As part of the mission, the Greenpeace nuclear team was granted access to the Chornobyl plant itself, including units 3 and 4, and the NSC Arch that covers the destroyed reactor. The 2025 Russian drone attack on the NSC caused serious structural damage — breaching the roof, triggering a fire that burned for three weeks, and disabling key safety systems. Temporary repairs have been made, but the options for repair remain uncertain and with costs potentially in hundreds of millions of euros.

This was the third Greenpeace extended mission to Chornobyl since Russia’s full-scale invasion, and the first on-site assessment inside the NSC since the February 2025 attack. Greenpeace will continue to investigate Russia’s war crimes against Ukraine’s nuclear and energy infrastructure — including at Chornobyl and the Zaporizhzhia reactor site — and to demand strong international sanctions against Rosatom, the criminal Russian state nuclear corporation.

“Ukraine’s nuclear sites must stop being targets in Russia’s war.

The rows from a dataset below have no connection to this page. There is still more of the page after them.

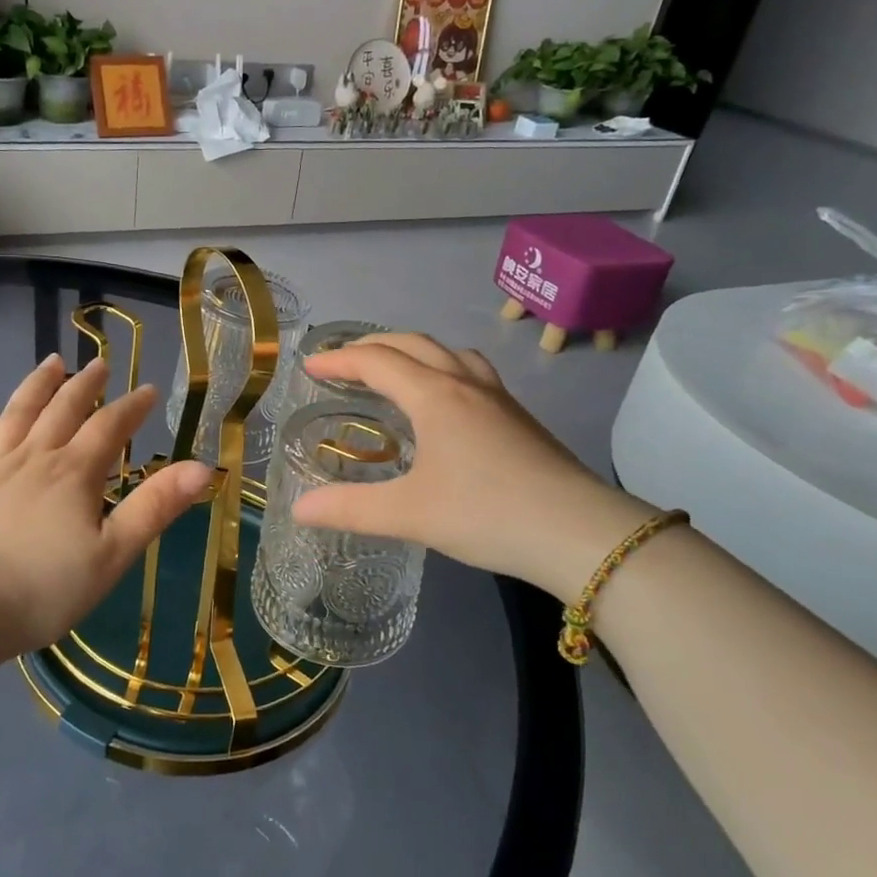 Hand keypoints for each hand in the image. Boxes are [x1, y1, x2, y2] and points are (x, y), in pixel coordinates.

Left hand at [0, 354, 213, 661]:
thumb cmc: (43, 590)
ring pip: (17, 415)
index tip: (148, 389)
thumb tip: (202, 467)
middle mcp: (33, 458)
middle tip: (99, 364)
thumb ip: (155, 507)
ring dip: (36, 386)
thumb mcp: (112, 555)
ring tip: (50, 363)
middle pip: (62, 409)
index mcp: (73, 473)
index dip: (132, 406)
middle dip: (85, 385)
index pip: (109, 426)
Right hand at [291, 333, 655, 597]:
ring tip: (394, 371)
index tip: (310, 366)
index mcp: (434, 396)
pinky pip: (471, 371)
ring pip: (448, 352)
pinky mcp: (519, 417)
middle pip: (413, 344)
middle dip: (372, 346)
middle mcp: (465, 384)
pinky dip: (443, 368)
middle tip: (343, 363)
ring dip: (413, 351)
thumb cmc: (486, 513)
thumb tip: (298, 509)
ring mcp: (498, 397)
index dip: (339, 360)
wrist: (578, 532)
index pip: (376, 361)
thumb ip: (350, 509)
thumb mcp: (409, 514)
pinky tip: (446, 401) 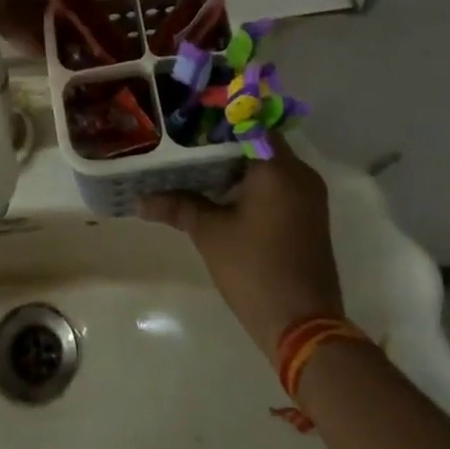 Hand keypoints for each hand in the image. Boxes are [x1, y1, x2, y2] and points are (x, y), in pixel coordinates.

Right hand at [138, 137, 345, 353]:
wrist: (303, 328)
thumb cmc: (255, 270)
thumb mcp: (210, 233)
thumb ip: (178, 206)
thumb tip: (140, 199)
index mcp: (279, 168)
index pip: (248, 123)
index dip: (218, 120)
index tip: (190, 120)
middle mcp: (300, 174)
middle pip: (258, 142)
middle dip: (223, 142)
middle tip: (187, 141)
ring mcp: (309, 196)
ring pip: (269, 164)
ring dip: (238, 164)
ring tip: (197, 164)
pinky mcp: (309, 216)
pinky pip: (279, 184)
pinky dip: (253, 182)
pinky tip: (223, 191) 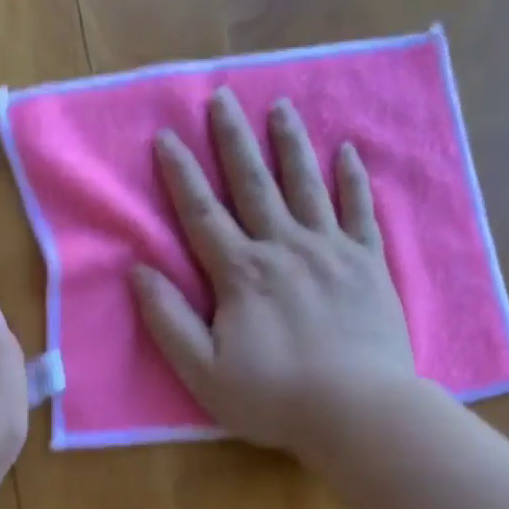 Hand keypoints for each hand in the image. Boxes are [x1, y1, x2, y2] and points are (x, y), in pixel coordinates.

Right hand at [132, 89, 418, 462]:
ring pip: (306, 185)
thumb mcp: (203, 372)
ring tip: (280, 107)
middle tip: (223, 96)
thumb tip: (139, 270)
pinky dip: (353, 179)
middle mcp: (284, 248)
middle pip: (253, 184)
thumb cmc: (275, 397)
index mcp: (241, 273)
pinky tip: (347, 151)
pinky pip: (359, 211)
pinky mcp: (369, 264)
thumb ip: (168, 320)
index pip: (202, 213)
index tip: (167, 135)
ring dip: (290, 144)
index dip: (181, 173)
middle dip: (233, 139)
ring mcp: (331, 251)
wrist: (361, 412) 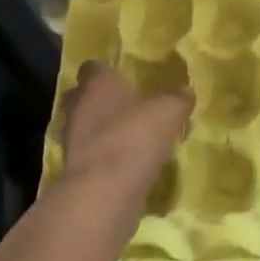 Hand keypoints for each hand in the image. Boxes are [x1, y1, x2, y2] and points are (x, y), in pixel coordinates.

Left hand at [60, 62, 192, 204]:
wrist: (104, 192)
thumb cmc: (134, 136)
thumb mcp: (169, 112)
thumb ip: (178, 99)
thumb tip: (186, 91)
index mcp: (97, 84)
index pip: (93, 68)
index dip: (107, 70)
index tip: (123, 75)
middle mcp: (79, 108)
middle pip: (83, 96)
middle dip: (101, 99)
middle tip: (127, 103)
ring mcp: (73, 140)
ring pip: (86, 126)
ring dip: (103, 129)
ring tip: (131, 134)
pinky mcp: (76, 170)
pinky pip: (92, 153)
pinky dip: (106, 154)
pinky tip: (128, 160)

The international community must act to protect them — and to hold Russia accountable for its deliberate nuclear threats,” said Shaun Burnie, senior nuclear specialist with Greenpeace Ukraine.

Greenpeace wishes to express its deep appreciation to the State Agency of Ukraine for Exclusion Zone Management, the Chornobyl Nuclear Power Plant (ChNPP), the SSE Ecocentre, and the Hydrometeorological Institute for making the Greenpeace mission possible.